What you should do – Apart from the pictures, which must be omitted, restate the data exactly.

Records supplied –
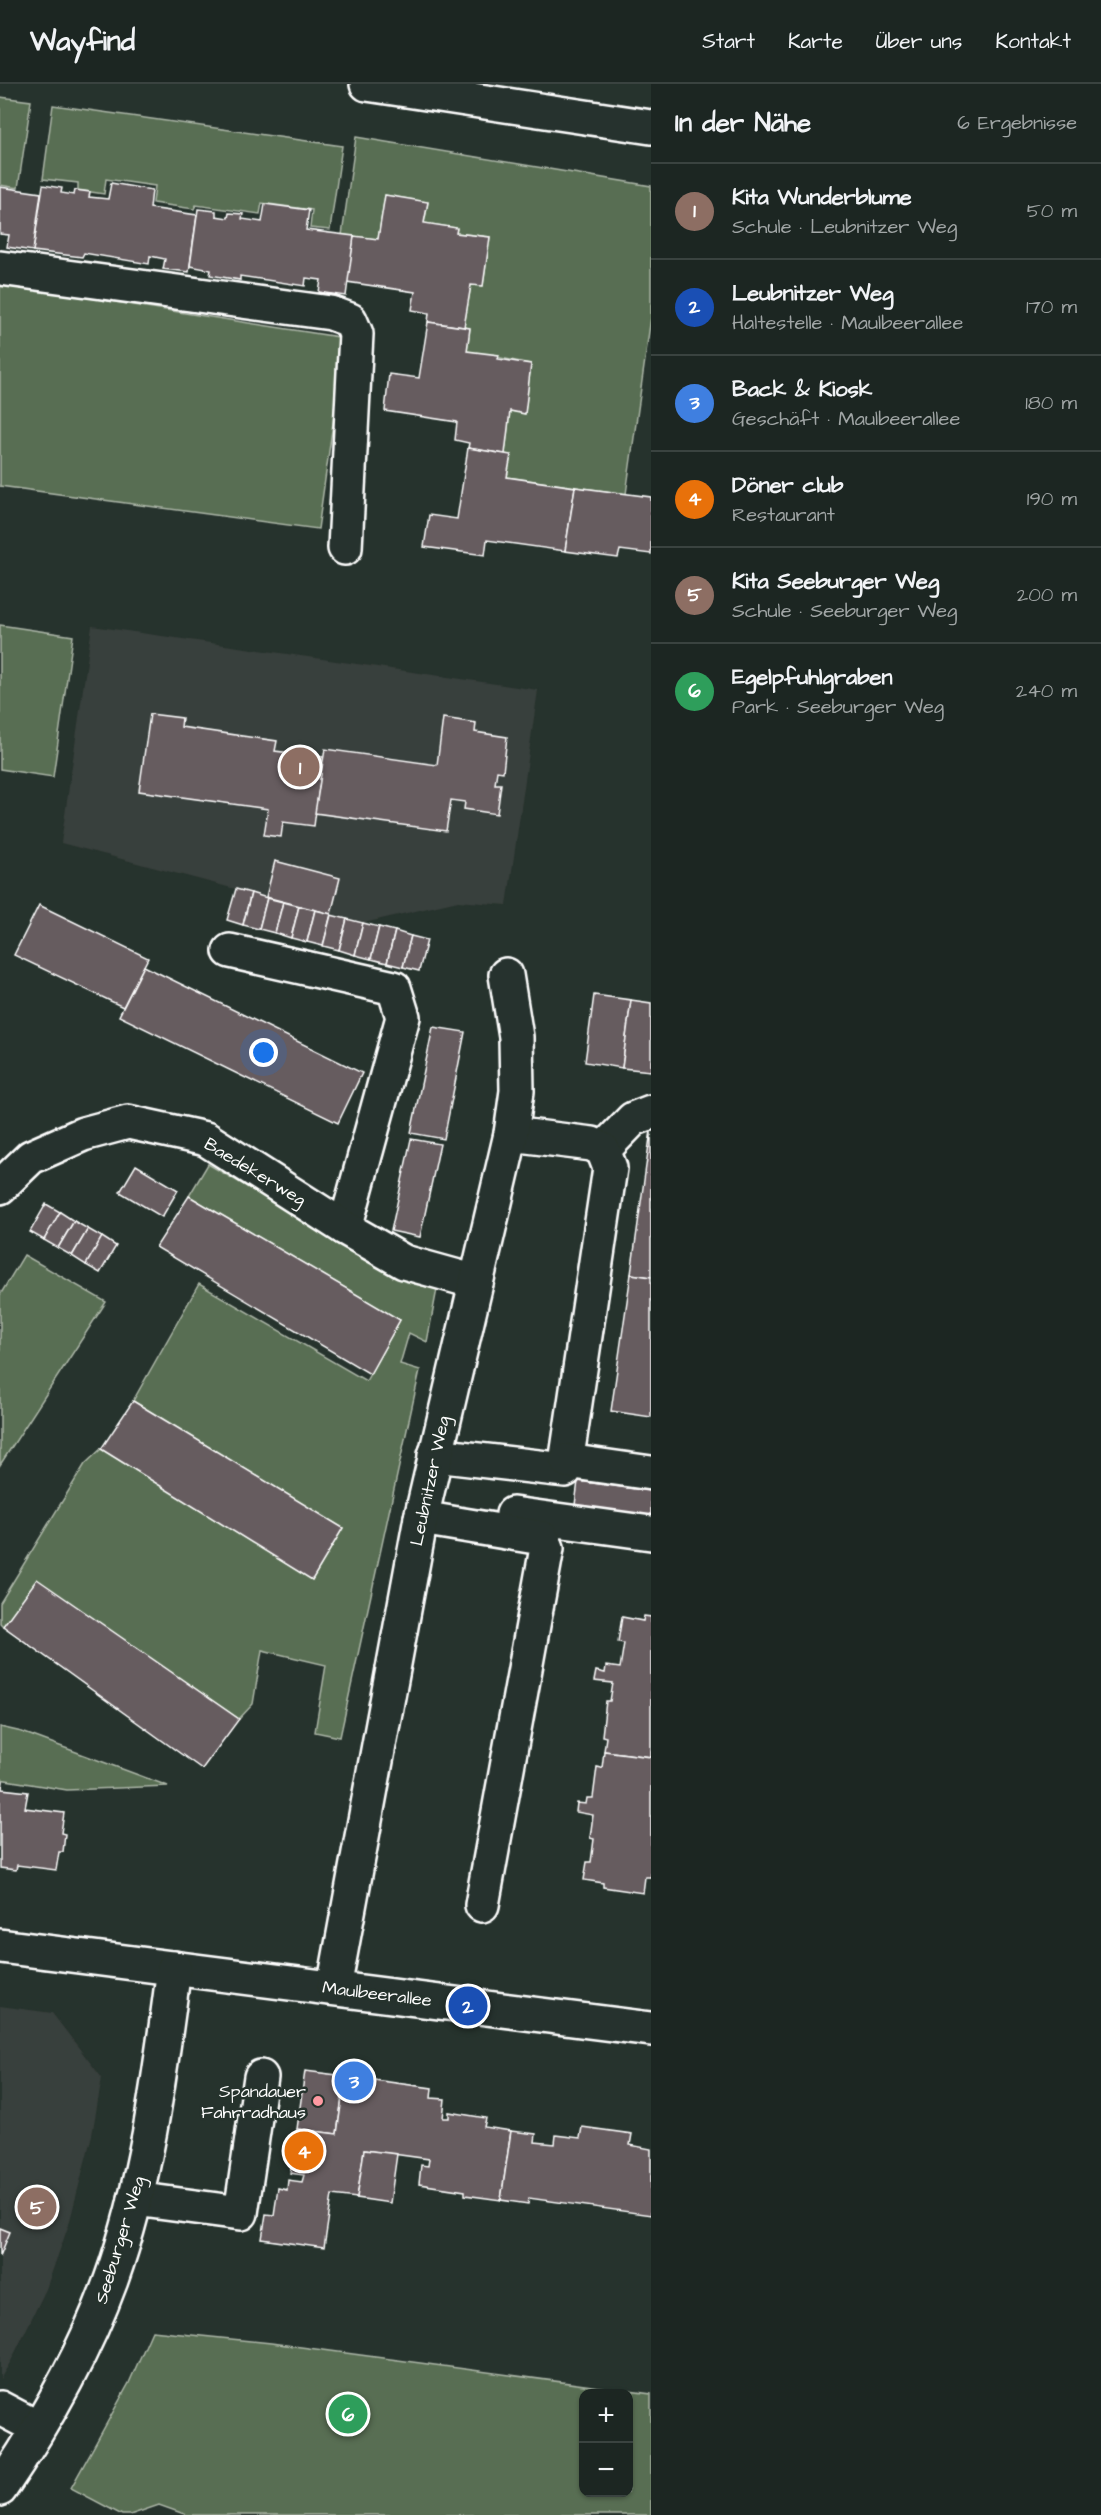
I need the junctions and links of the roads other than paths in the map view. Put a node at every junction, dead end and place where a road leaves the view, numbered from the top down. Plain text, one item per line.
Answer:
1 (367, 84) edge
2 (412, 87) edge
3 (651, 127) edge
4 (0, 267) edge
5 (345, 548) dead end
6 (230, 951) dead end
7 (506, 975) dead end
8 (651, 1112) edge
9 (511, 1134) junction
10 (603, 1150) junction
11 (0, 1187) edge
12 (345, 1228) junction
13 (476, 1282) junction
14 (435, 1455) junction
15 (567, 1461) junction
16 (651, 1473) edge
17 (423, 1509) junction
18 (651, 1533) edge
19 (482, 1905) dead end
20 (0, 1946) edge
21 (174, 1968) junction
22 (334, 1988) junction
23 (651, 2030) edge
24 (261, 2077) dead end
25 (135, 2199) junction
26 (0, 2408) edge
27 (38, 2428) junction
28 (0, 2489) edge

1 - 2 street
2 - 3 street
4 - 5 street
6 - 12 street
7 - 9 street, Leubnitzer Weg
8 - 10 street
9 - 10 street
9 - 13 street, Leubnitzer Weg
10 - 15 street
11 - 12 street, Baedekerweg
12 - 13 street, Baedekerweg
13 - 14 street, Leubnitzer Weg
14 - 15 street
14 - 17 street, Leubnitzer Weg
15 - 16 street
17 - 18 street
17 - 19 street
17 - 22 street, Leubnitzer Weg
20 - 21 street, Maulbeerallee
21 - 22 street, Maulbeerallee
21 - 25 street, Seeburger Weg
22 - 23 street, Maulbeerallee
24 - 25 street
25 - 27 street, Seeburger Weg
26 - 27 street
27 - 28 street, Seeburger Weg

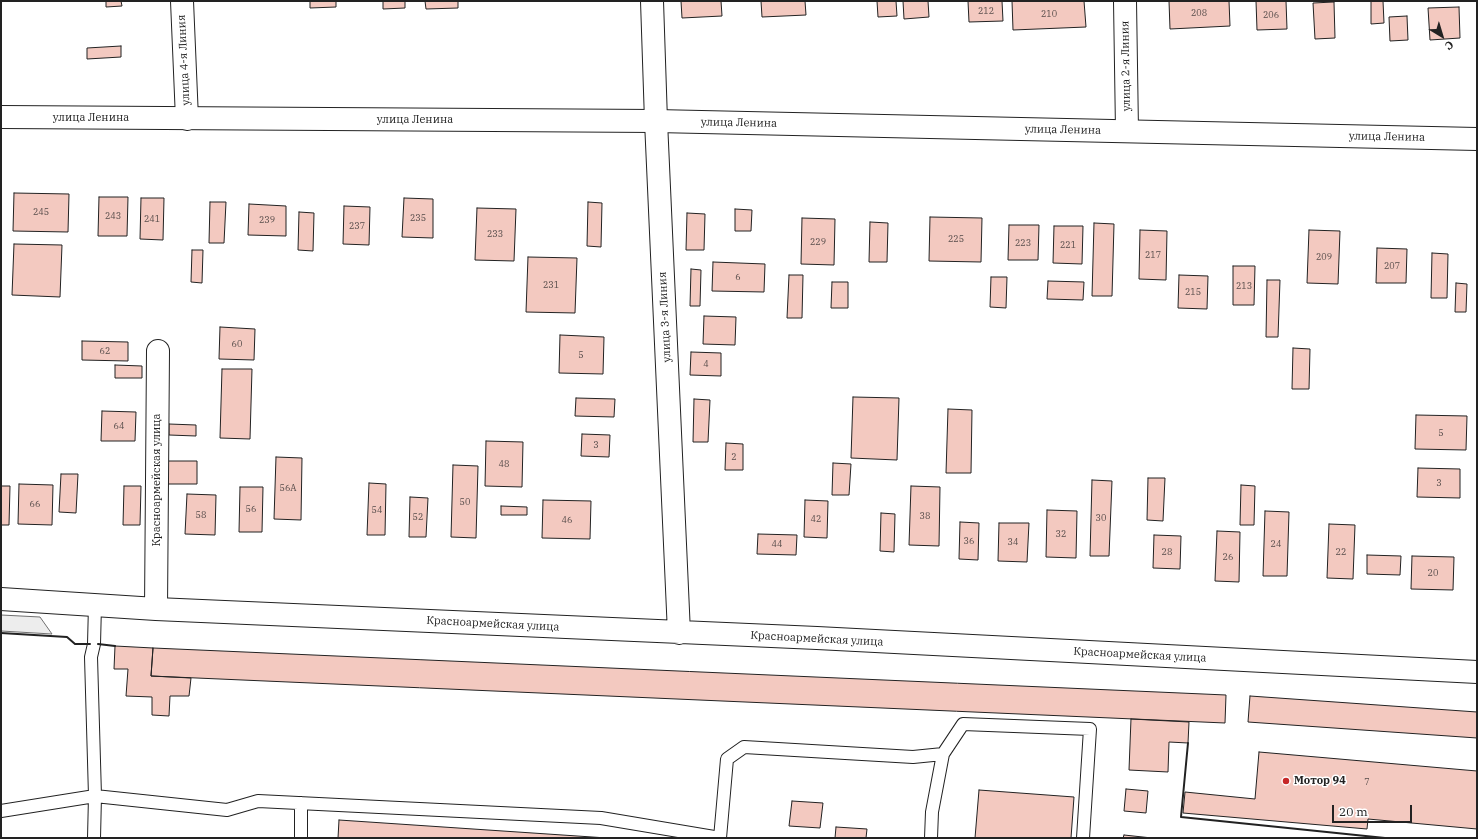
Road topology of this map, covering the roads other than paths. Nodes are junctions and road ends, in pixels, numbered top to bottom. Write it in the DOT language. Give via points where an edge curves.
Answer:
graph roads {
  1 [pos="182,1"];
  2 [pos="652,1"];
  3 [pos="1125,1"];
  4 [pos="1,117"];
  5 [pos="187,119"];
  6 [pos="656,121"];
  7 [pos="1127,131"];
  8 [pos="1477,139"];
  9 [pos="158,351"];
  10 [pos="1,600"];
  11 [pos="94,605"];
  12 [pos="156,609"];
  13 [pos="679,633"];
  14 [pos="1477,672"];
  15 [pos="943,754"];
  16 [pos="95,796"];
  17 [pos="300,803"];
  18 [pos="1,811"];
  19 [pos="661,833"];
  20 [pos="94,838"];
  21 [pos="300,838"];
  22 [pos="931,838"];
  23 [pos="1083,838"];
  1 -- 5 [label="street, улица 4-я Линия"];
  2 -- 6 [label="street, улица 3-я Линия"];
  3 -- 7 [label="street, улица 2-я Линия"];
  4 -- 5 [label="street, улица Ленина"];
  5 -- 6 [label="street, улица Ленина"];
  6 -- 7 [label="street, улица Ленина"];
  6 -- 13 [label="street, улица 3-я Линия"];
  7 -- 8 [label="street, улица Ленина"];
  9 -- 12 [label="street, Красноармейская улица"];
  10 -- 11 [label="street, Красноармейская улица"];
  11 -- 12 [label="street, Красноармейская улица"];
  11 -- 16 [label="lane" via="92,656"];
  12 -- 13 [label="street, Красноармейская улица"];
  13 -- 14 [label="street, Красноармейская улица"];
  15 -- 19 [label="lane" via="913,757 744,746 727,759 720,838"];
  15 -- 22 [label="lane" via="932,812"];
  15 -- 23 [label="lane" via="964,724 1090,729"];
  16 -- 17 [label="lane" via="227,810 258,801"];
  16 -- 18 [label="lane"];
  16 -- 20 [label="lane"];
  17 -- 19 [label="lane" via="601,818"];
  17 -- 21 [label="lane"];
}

Expected answer –
I need the junctions and links of the roads other than paths in the map view. Put a node at every junction, dead end and place where a road leaves the view, numbered from the top down. Plain text, one item per line.
Answer:
1 (367, 84) edge
2 (412, 87) edge
3 (651, 127) edge
4 (0, 267) edge
5 (345, 548) dead end
6 (230, 951) dead end
7 (506, 975) dead end
8 (651, 1112) edge
9 (511, 1134) junction
10 (603, 1150) junction
11 (0, 1187) edge
12 (345, 1228) junction
13 (476, 1282) junction
14 (435, 1455) junction
15 (567, 1461) junction
16 (651, 1473) edge
17 (423, 1509) junction
18 (651, 1533) edge
19 (482, 1905) dead end
20 (0, 1946) edge
21 (174, 1968) junction
22 (334, 1988) junction
23 (651, 2030) edge
24 (261, 2077) dead end
25 (135, 2199) junction
26 (0, 2408) edge
27 (38, 2428) junction
28 (0, 2489) edge

1 - 2 street
2 - 3 street
4 - 5 street
6 - 12 street
7 - 9 street, Leubnitzer Weg
8 - 10 street
9 - 10 street
9 - 13 street, Leubnitzer Weg
10 - 15 street
11 - 12 street, Baedekerweg
12 - 13 street, Baedekerweg
13 - 14 street, Leubnitzer Weg
14 - 15 street
14 - 17 street, Leubnitzer Weg
15 - 16 street
17 - 18 street
17 - 19 street
17 - 22 street, Leubnitzer Weg
20 - 21 street, Maulbeerallee
21 - 22 street, Maulbeerallee
21 - 25 street, Seeburger Weg
22 - 23 street, Maulbeerallee
24 - 25 street
25 - 27 street, Seeburger Weg
26 - 27 street
27 - 28 street, Seeburger Weg

Road topology of this map, covering the roads other than paths. Nodes are junctions and road ends, in pixels, numbered top to bottom. Write it in the DOT language. Give via points where an edge curves.
Answer:
graph roads {
  1 [pos="182,1"];
  2 [pos="652,1"];
  3 [pos="1125,1"];
  4 [pos="1,117"];
  5 [pos="187,119"];
  6 [pos="656,121"];
  7 [pos="1127,131"];
  8 [pos="1477,139"];
  9 [pos="158,351"];
  10 [pos="1,600"];
  11 [pos="94,605"];
  12 [pos="156,609"];
  13 [pos="679,633"];
  14 [pos="1477,672"];
  15 [pos="943,754"];
  16 [pos="95,796"];
  17 [pos="300,803"];
  18 [pos="1,811"];
  19 [pos="661,833"];
  20 [pos="94,838"];
  21 [pos="300,838"];
  22 [pos="931,838"];
  23 [pos="1083,838"];
  1 -- 5 [label="street, улица 4-я Линия"];
  2 -- 6 [label="street, улица 3-я Линия"];
  3 -- 7 [label="street, улица 2-я Линия"];
  4 -- 5 [label="street, улица Ленина"];
  5 -- 6 [label="street, улица Ленина"];
  6 -- 7 [label="street, улица Ленина"];
  6 -- 13 [label="street, улица 3-я Линия"];
  7 -- 8 [label="street, улица Ленина"];
  9 -- 12 [label="street, Красноармейская улица"];
  10 -- 11 [label="street, Красноармейская улица"];
  11 -- 12 [label="street, Красноармейская улица"];
  11 -- 16 [label="lane" via="92,656"];
  12 -- 13 [label="street, Красноармейская улица"];
  13 -- 14 [label="street, Красноармейская улица"];
  15 -- 19 [label="lane" via="913,757 744,746 727,759 720,838"];
  15 -- 22 [label="lane" via="932,812"];
  15 -- 23 [label="lane" via="964,724 1090,729"];
  16 -- 17 [label="lane" via="227,810 258,801"];
  16 -- 18 [label="lane"];
  16 -- 20 [label="lane"];
  17 -- 19 [label="lane" via="601,818"];
  17 -- 21 [label="lane"];
}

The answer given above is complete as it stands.